- Born: July 1959 (age 67) Lianhua County, Jiangxi, China
- Education: Wuhan University of Technology Xi'an Jiaotong University
- Scientific career
- Fields: Traffic engineering
- Workplaces: Wuhan University of Technology
- Doctoral advisor: Xie Youbai [zh] Yu lie

Chinese name
- Traditional Chinese: 嚴新平
- Simplified Chinese: 严新平

Standard Mandarin
- Hanyu Pinyin: Yán Xīnpíng

= Yan Xinping =

Yan Xinping (严新平; born July 1959) is a Chinese engineer and professor and doctoral supervisor at Wuhan University of Technology.

==Biography==
Yan was born in July 1959 in Lianhua County, Jiangxi. After the resumption of National College Entrance Examination, he entered Wuhan Water Transport Engineering College (now Wuhan University of Technology), where he graduated in 1982. In 1987 he earned his Master of Science degree at Wuhan Water Transport Engineering College under the direction of Zhou Jingnan (周劲男) and Xiao Hanliang (萧汉梁).
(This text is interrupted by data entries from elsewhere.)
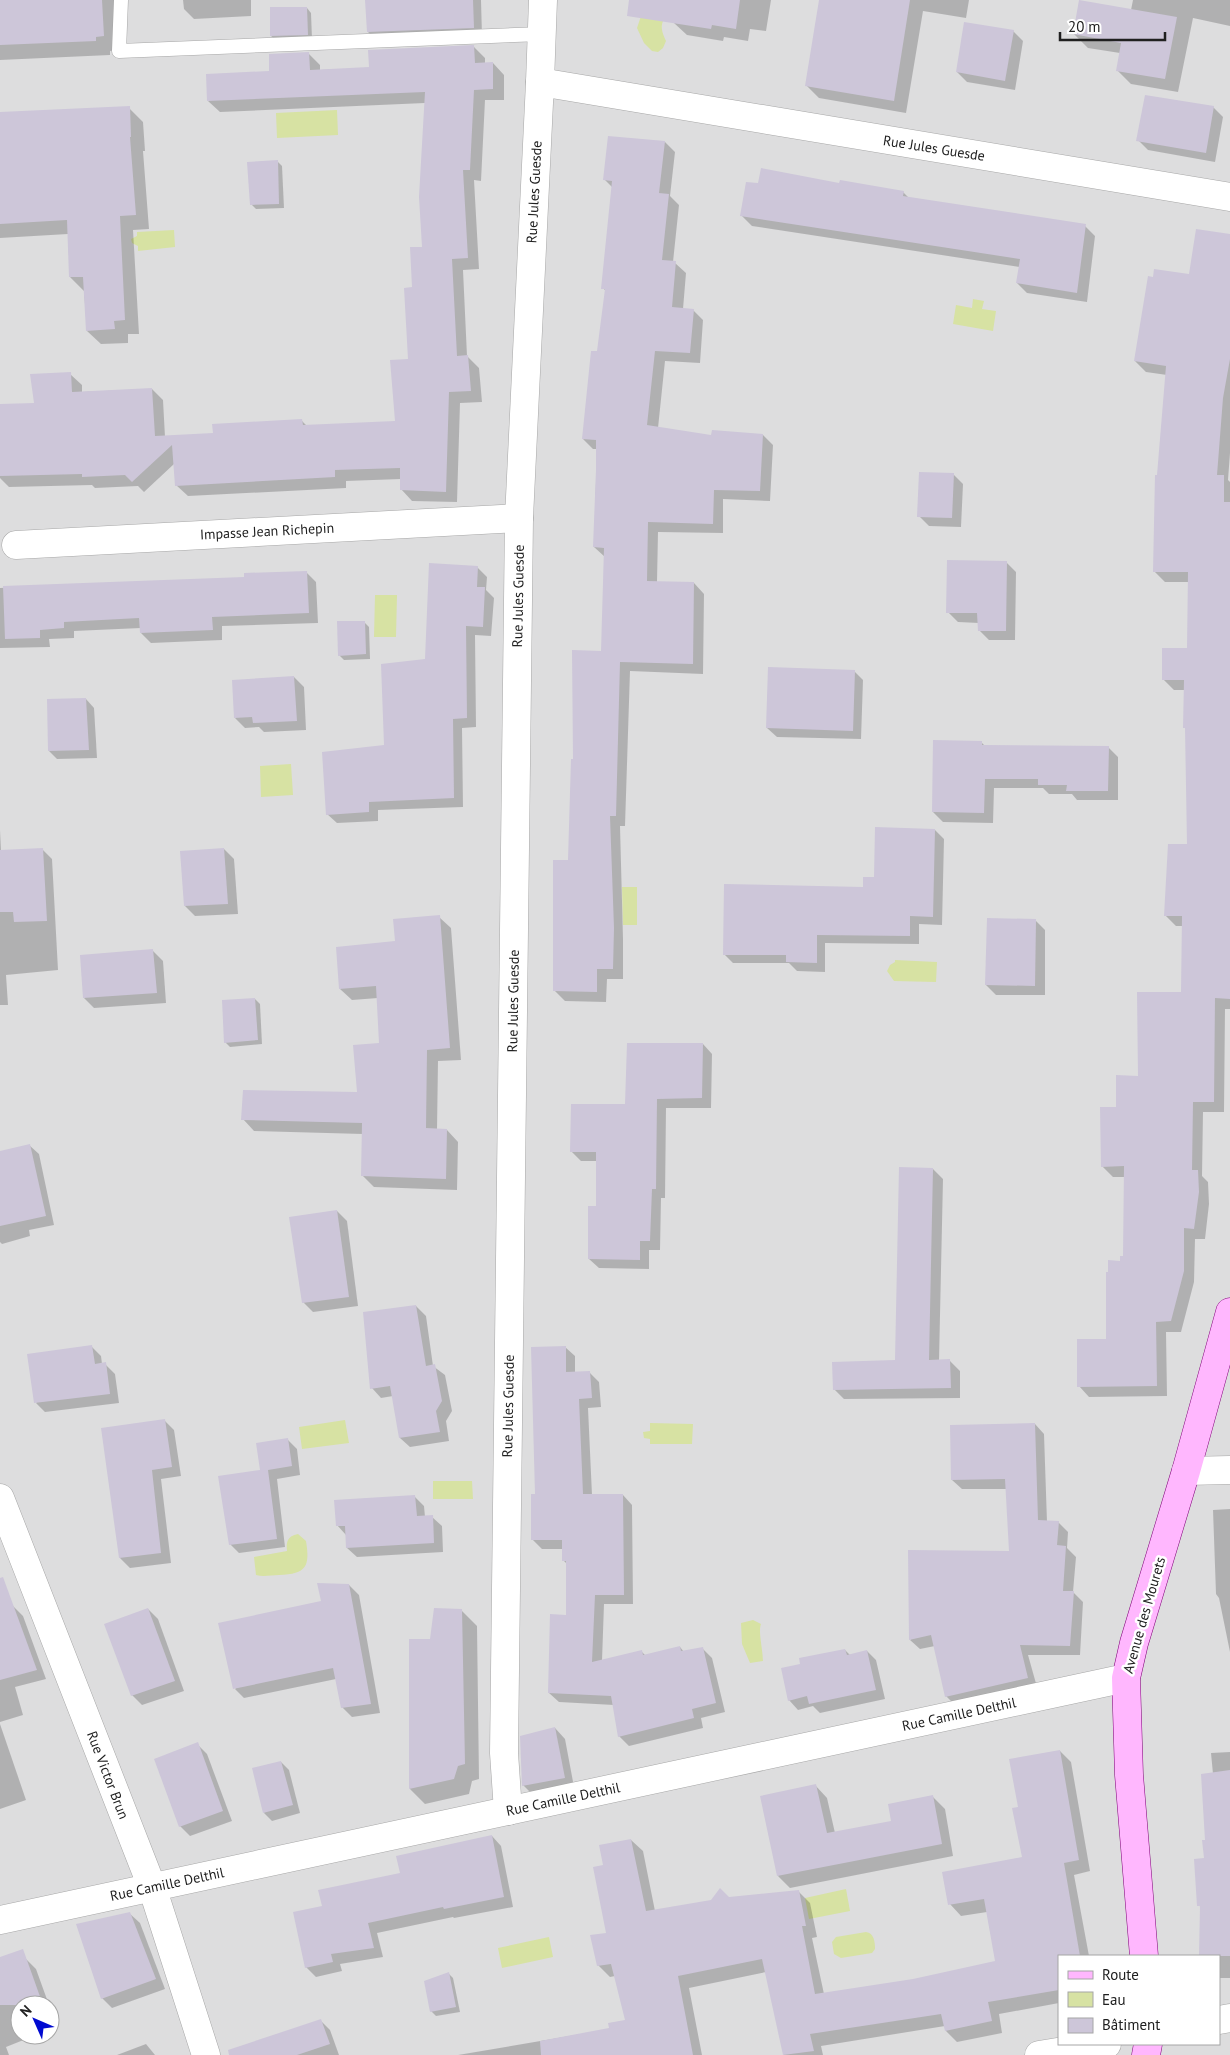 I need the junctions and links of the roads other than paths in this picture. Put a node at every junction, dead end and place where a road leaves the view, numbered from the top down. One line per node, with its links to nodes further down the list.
1 (121, 0): 3 (lane)
2 (543, 0): 3 (street)
3 (542, 34): 4 (street)
4 (540, 82): 5 (street, Rue Jules Guesde); 6 (street, Rue Jules Guesde)
5 (1230, 197)
6 (519, 518): 7 (street, Impasse Jean Richepin); 13 (street, Rue Jules Guesde)
7 (16, 545)
8 (1230, 1312): 9 (main road, Avenue des Mourets)
9 (1186, 1470): 10 (street); 12 (main road, Avenue des Mourets)
10 (1230, 1470)
11 (0, 1498): 14 (street, Rue Victor Brun)
12 (1126, 1678): 13 (street, Rue Camille Delthil); 16 (main road, Avenue des Mourets)
13 (508, 1811): 14 (street, Rue Camille Delthil)
14 (152, 1887): 15 (street, Rue Camille Delthil); 18 (street, Rue Victor Brun)
15 (0, 1920)
16 (1144, 1955)
17 (1101, 2045): 19 (street)
18 (206, 2055)
19 (1038, 2055) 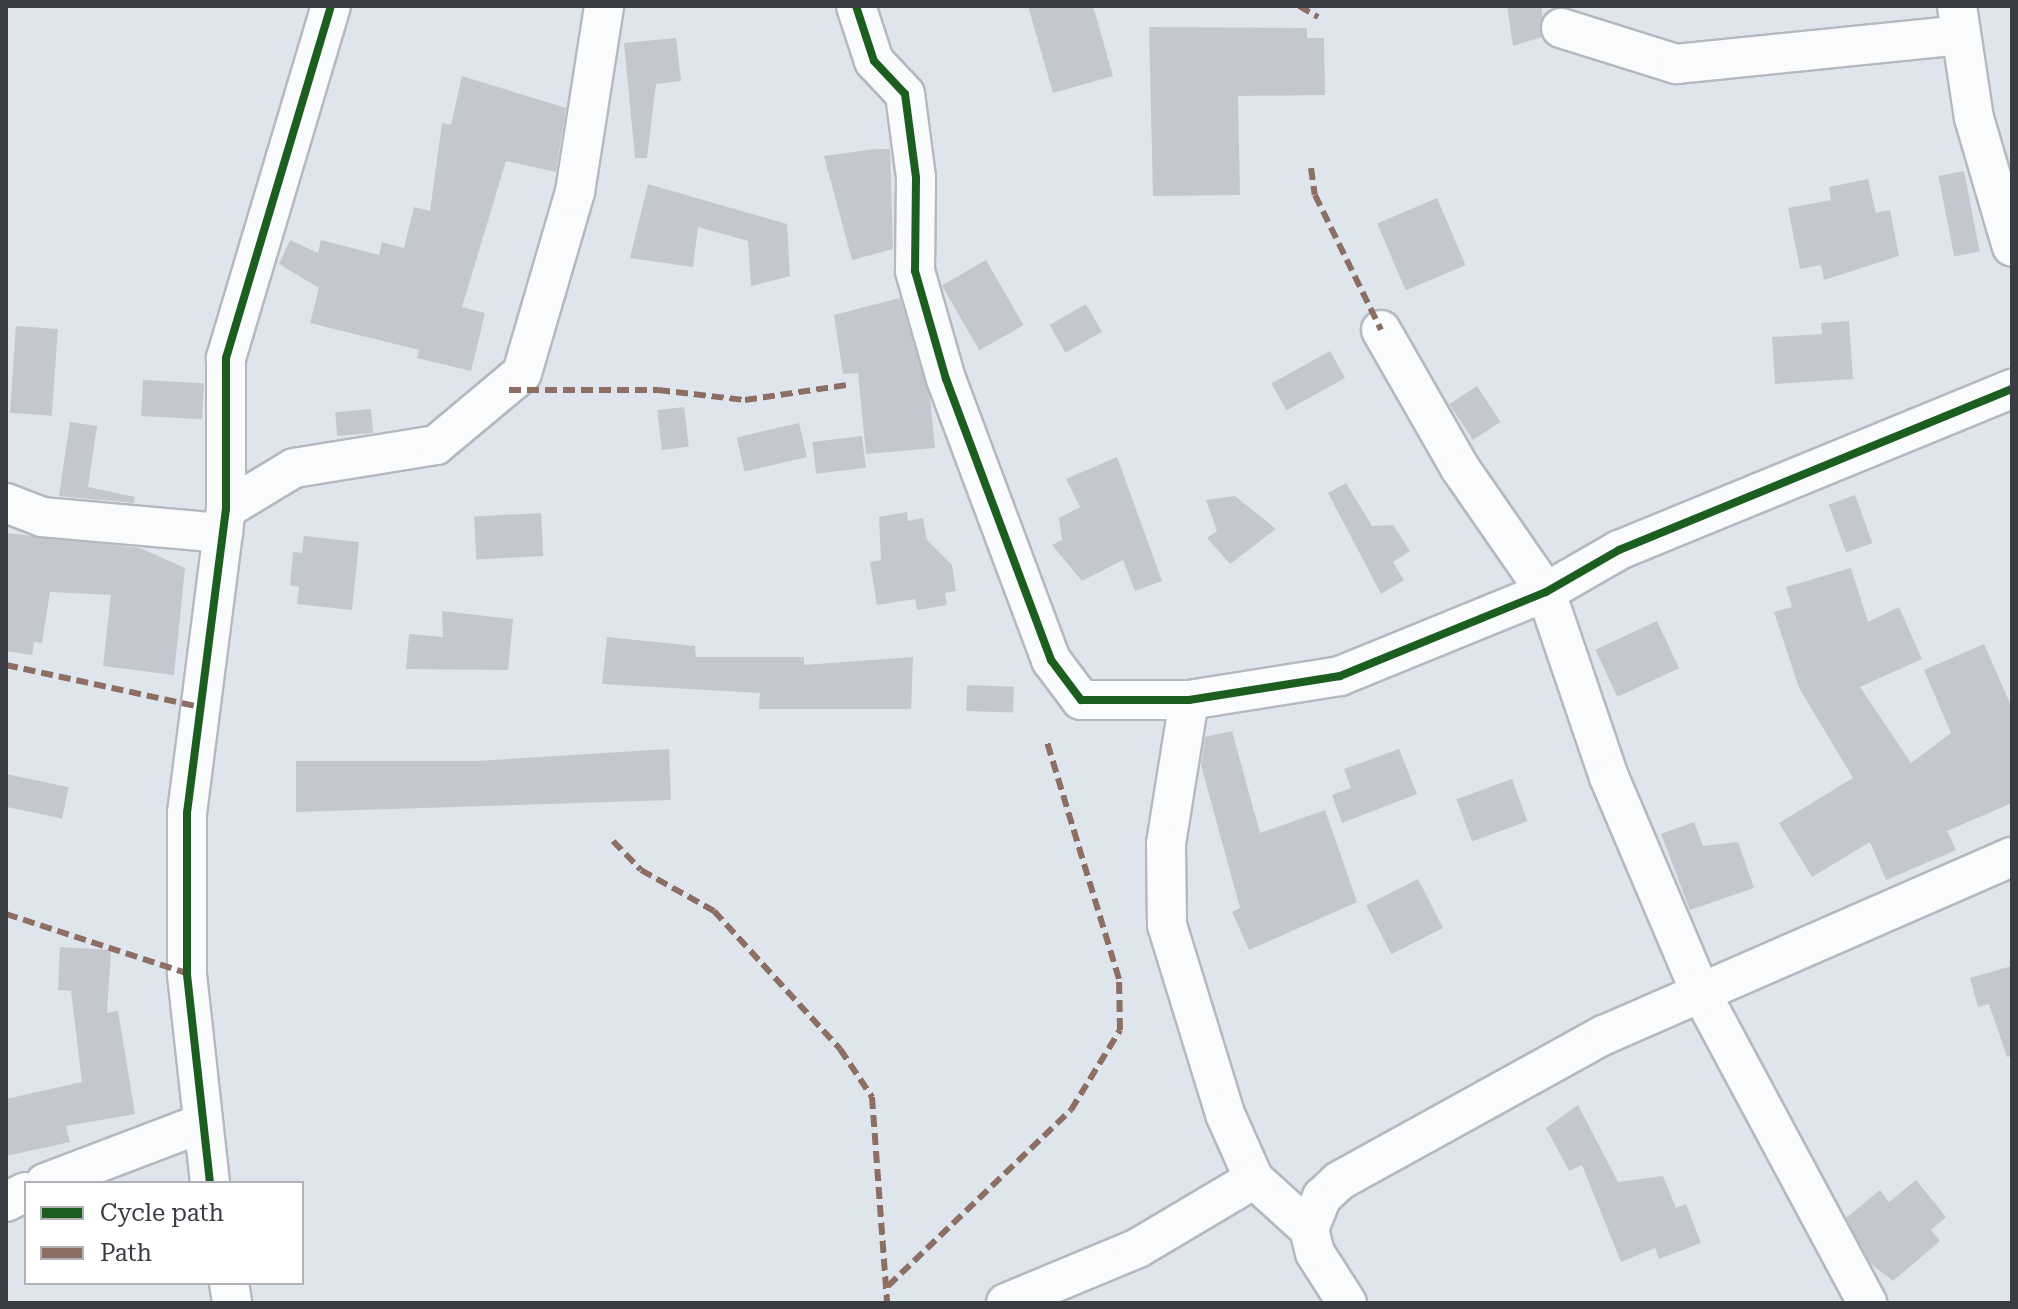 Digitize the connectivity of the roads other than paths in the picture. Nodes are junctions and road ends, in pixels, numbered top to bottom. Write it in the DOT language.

In 1997 he received his doctor's degree in Engineering from Xi'an Jiaotong University under the direction of Xie Youbai and Yu lie (虞烈).

After graduating from Wuhan Water Transport Engineering College, he taught at the university between 1982 and 1992. He taught at Wuhan University of Communications Science and Technology (now Wuhan University of Technology) since 1992, what he was promoted to associate professor in November 1992 and to full professor in November 1996. In January 1999 he was promoted to vice-president of the university, and held that office until July 2017. He has been director of National Engineering Research Center for Water Transport Safety (WTS Center) since May 2015 and director of International Scientific and Technological Cooperation Base of Intelligent Shipping and Maritime Safety since November 2016.

==Honours and awards==
- November 22, 2019 Member of the Chinese Academy of Engineering (CAE)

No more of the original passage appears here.